Your goal — Could you set down exactly the lines of the data below, starting at the one that holds "for i, (u, v)" and ending at the one that holds "c.restore()", both included, and only those?

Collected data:
..............................

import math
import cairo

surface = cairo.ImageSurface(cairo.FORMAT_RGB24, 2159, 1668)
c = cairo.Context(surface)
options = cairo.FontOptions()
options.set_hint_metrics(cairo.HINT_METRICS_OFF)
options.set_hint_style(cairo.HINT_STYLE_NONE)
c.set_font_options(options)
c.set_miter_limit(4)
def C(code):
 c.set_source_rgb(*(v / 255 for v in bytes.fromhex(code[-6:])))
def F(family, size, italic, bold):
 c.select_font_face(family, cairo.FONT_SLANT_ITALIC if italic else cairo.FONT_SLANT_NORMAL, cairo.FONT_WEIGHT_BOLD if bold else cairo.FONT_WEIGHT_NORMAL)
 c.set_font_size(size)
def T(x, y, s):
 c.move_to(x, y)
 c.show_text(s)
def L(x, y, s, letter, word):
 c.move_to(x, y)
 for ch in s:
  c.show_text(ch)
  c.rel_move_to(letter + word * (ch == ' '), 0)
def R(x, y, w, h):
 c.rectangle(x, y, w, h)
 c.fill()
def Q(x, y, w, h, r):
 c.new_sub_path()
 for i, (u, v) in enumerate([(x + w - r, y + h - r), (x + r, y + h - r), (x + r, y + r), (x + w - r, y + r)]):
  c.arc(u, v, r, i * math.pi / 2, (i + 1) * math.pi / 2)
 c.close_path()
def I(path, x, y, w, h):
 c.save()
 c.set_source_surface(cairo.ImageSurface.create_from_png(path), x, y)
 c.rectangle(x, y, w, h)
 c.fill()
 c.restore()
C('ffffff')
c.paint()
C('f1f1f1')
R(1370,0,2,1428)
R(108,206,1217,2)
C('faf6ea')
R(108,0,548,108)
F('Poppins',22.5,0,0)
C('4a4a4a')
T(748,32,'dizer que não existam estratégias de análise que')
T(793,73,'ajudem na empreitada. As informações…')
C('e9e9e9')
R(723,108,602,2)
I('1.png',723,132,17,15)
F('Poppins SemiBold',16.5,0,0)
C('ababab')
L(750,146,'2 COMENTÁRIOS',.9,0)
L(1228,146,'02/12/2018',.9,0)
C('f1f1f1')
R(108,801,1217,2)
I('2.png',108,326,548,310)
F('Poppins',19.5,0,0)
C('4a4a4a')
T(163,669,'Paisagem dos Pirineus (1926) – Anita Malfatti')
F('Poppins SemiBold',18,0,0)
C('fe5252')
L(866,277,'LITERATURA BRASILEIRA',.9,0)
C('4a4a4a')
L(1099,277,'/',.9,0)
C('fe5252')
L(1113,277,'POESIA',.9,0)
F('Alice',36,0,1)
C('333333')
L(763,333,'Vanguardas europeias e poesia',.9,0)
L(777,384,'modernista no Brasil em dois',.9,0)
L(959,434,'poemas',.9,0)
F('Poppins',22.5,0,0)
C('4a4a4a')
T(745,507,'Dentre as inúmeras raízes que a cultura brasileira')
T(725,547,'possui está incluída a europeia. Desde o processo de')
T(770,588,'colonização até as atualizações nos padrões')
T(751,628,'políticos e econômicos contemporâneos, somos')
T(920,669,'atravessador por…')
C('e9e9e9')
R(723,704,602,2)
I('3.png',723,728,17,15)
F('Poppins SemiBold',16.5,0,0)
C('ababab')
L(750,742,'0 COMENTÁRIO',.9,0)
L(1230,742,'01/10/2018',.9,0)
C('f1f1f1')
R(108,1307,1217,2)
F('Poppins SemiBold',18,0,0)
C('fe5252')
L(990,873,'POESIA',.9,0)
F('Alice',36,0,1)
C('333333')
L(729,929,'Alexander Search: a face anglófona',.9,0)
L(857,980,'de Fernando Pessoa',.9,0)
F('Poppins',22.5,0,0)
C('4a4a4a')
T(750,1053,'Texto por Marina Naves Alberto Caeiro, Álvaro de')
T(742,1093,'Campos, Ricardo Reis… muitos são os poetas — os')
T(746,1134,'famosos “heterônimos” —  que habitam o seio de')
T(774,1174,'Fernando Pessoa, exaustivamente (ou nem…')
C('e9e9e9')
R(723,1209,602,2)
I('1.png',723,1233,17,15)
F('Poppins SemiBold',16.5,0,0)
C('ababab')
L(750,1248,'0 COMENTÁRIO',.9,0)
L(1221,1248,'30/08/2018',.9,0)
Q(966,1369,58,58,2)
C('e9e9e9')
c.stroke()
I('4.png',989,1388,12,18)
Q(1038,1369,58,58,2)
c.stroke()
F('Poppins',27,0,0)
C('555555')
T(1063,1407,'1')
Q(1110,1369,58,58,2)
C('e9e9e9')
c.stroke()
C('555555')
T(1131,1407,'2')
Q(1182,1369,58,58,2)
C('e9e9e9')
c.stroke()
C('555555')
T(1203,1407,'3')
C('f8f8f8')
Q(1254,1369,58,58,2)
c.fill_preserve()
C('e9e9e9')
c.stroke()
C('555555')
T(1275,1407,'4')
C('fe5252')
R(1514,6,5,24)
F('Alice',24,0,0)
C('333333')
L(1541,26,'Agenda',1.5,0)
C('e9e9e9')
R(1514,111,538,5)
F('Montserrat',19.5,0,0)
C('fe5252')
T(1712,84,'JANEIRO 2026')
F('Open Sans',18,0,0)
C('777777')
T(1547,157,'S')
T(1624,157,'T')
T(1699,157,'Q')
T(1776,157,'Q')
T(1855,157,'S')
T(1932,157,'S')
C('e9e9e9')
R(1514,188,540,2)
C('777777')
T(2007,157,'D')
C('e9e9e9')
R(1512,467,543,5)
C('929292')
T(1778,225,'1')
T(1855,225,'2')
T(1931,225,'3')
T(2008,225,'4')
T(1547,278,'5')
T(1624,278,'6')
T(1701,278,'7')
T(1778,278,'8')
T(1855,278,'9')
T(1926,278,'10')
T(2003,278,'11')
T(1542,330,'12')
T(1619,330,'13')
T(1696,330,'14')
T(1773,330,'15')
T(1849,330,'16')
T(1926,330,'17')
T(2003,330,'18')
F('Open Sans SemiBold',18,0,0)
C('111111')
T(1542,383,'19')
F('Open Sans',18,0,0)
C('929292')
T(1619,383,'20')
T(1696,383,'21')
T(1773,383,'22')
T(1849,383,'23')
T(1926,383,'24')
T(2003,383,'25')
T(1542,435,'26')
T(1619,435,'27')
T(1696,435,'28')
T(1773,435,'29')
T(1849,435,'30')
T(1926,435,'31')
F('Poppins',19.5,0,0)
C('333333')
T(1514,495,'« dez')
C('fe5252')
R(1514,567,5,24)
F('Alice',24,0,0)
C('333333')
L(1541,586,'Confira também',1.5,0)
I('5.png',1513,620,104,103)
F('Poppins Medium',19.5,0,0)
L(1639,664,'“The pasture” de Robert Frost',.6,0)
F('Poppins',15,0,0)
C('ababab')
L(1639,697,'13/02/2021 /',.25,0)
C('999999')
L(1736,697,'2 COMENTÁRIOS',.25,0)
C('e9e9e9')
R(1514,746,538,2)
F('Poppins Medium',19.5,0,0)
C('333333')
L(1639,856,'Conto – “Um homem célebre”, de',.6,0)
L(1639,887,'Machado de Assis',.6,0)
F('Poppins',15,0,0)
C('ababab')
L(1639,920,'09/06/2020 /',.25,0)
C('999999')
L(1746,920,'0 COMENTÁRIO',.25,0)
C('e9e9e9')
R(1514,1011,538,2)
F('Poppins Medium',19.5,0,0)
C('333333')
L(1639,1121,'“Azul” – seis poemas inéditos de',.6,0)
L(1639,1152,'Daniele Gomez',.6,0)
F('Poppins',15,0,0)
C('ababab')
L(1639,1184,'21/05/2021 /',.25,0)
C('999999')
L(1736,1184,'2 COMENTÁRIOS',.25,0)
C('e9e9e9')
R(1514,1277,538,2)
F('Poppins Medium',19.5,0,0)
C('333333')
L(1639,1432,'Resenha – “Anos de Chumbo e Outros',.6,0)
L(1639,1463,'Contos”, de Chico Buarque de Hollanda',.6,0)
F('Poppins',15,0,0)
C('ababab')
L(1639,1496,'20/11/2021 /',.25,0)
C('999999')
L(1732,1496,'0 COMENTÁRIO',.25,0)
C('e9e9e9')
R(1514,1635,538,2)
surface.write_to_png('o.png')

..............................

Completed task —
 for i, (u, v) in enumerate([(x + w - r, y + h - r), (x + r, y + h - r), (x + r, y + r), (x + w - r, y + r)]):
  c.arc(u, v, r, i * math.pi / 2, (i + 1) * math.pi / 2)
 c.close_path()
def I(path, x, y, w, h):
 c.save()
 c.set_source_surface(cairo.ImageSurface.create_from_png(path), x, y)
 c.rectangle(x, y, w, h)
 c.fill()
 c.restore()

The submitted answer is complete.